> [Exercise prompt]: Within these entries, which lines include the string "pinky"? Copy each one.

(Provided records begins)

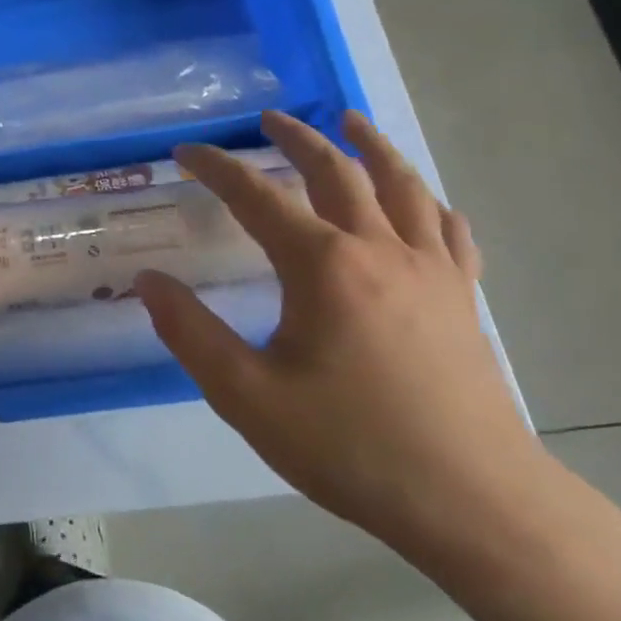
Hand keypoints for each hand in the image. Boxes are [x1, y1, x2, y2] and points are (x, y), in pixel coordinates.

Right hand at [136, 109, 545, 556]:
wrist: (472, 502)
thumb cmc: (349, 445)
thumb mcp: (245, 394)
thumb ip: (190, 332)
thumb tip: (147, 281)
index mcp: (323, 266)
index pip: (258, 196)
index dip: (217, 168)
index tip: (186, 151)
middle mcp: (380, 250)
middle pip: (337, 171)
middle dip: (298, 137)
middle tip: (270, 118)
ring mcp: (432, 271)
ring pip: (403, 186)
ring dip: (371, 147)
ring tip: (351, 122)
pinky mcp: (463, 298)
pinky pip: (448, 230)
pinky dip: (427, 202)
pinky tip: (421, 201)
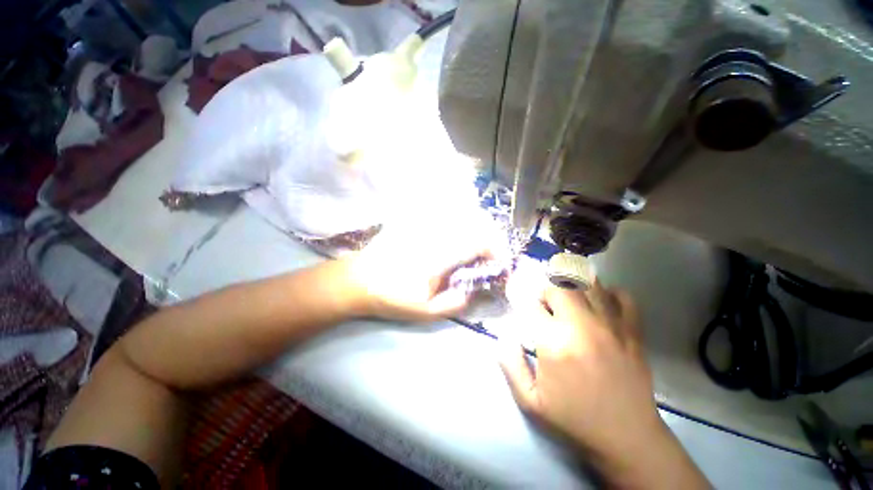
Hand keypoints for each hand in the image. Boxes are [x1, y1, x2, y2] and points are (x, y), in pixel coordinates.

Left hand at [342, 217, 505, 321]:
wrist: (360, 279)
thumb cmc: (392, 297)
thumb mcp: (425, 313)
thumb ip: (454, 303)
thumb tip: (473, 289)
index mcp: (439, 255)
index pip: (478, 242)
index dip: (495, 250)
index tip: (498, 262)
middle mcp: (435, 233)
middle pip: (473, 221)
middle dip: (490, 235)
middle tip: (491, 252)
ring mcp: (424, 223)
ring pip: (460, 213)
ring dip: (476, 225)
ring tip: (478, 244)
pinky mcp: (415, 219)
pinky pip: (442, 211)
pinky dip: (457, 217)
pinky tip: (457, 231)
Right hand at [500, 282, 661, 457]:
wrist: (627, 439)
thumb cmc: (574, 420)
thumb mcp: (530, 401)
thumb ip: (510, 364)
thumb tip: (504, 335)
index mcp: (554, 343)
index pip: (530, 303)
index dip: (521, 297)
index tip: (519, 300)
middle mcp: (582, 327)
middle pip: (559, 286)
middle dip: (545, 289)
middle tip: (544, 303)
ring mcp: (612, 327)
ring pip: (590, 284)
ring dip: (573, 284)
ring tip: (566, 296)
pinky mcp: (633, 332)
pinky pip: (623, 297)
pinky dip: (608, 292)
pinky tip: (599, 301)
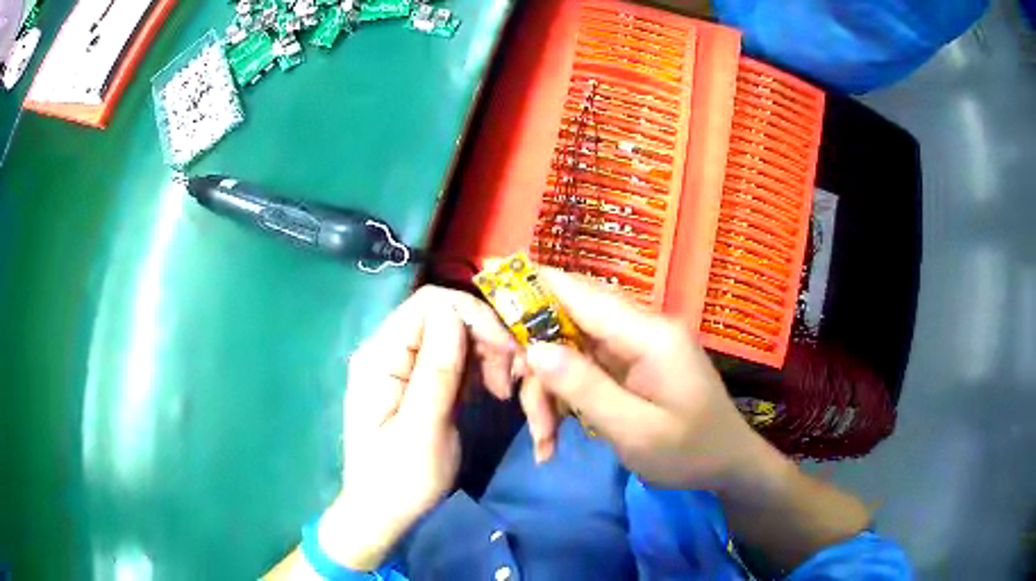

(Provided records ends)

> [Solution for this exercise]:
pinky mcp: (463, 298)
pinky pip: (448, 230)
pinky dip: (427, 202)
pinky tip: (421, 201)
pinky mcp: (415, 219)
pinky pip: (442, 211)
pinky dip: (457, 217)
pinky tip: (457, 231)
pinky mcp: (633, 332)
pinky pip: (623, 297)
pinky dip: (608, 292)
pinky tip: (599, 301)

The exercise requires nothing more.